Johannes Schmoelling (born in 1950 in Lohne, Germany) started playing the piano at the age of eight. Later, when he was twelve or thirteen years old, he changed the instrument from the piano to the church organ, because each Sunday he could listen to its sound at the local church. It was a huge instrument, and Johannes was fascinated by its richness and variety of sound colors, as well as the ambience and acoustic inside the huge cathedral. When he was sixteen, he became a member of a rock band at school. In 1972 he joined the University of Music and Technology in Berlin, where he graduated in 1977 with a degree in sound engineering. His first electronic instrument was a mini moog, which he played in a band before TD. He still owns and uses it in his studio.
Johannes Schmoelling began doing work for live theatrical performances at Berlin's famous 'Schaubühne am Halleschen Ufer', allowing him to combine his technical and musical interests.
At the end of 1979, Edgar Froese met the theatre director Robert Wilson for the first time. His play "Death, Destruction and Detroit" was being presented at the Berlin Schaubühne, and Edgar Froese was allowed to observe. So he met Johannes Schmoelling, who was then responsible for the entire sound and stage music in the theatre. Johannes Schmoelling remembers: "In the summer of 1979, Edgar Froese invited me for an audition in his studio. Someone must have told him about my musical and technical background, and so he thought that I might become a good substitute for Peter Baumann. In the audition I played an improvised piece of music on his Steinway Grand for nearly twenty minutes. I think he was impressed with the way I played, and I was offered a part in the band."

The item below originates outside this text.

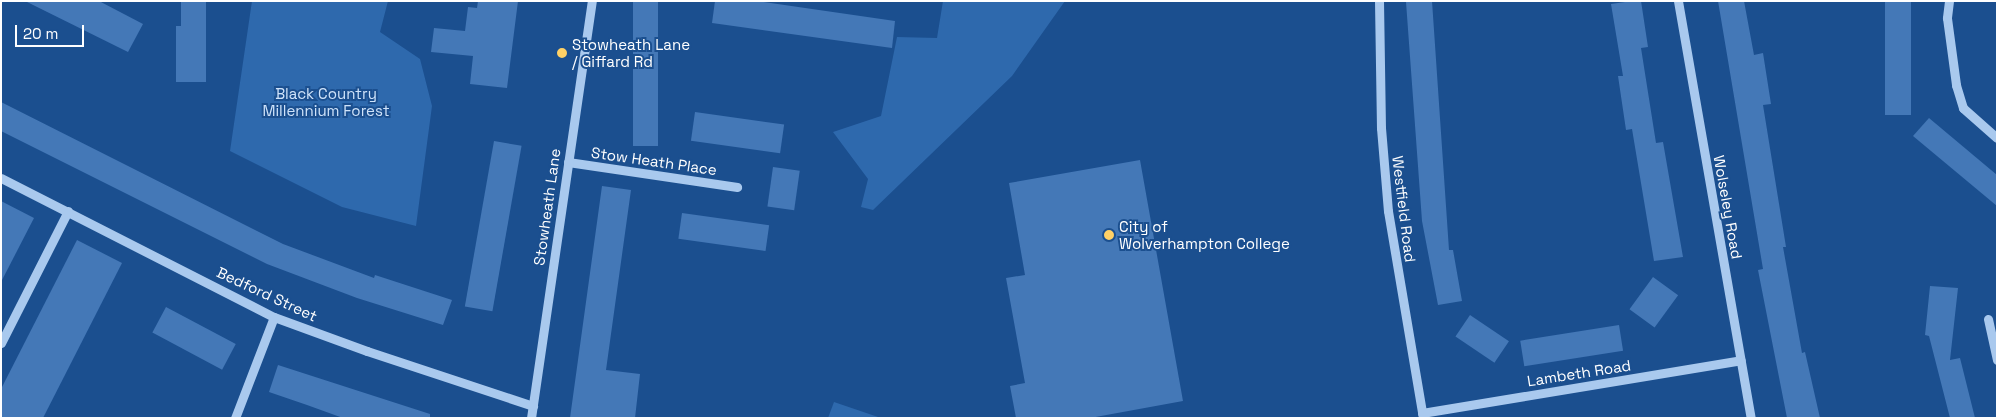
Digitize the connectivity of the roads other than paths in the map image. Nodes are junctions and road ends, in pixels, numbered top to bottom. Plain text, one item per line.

Three months later, Edgar Froese, Chris Franke and Johannes Schmoelling played the first live concert behind the former Iron Curtain in East Berlin. This collaboration lasted five years and involved numerous live performances, film music for large Hollywood productions and studio, live and soundtrack albums, including Tangram, Quichotte (both 1980), Thief, Exit (both 1981), White Eagle, Logos Live (both 1982), Hyperborea (1983), Risky Business, Wavelength, Firestarter, Flashpoint, Poland (all 1984), Heartbreakers, Le Parc (both 1985), Legend (recorded 1985, released 1986), The Park Is Mine (recorded 1985, released 1991), The Keep (recorded 1983, released 1997), and Sohoman (recorded 1982, released 1999). Even though the band was working 16 hours a day, composing and recording without a break, and were often pushed to the limit of their capacities, this proved to be one of the most fruitful eras in the history of TD.
Near the close of 1985 Johannes Schmoelling was bored by the album-tour-album routine. He wanted to start a solo career and left TD amiably in October 1985. According to Edgar Froese, Johannes Schmoelling was one of the most talented people in the long list of names in the history of TD. He is emotionally very gifted and the most serious worker Edgar Froese met in years. He has still frequent meetings with Johannes Schmoelling when in Berlin.
Johannes Schmoelling has since released several solo albums, produced at his private Berlin Riet Studio.
In 2011, together with Jerome Froese and Robert Wässer, he formed the project Loom.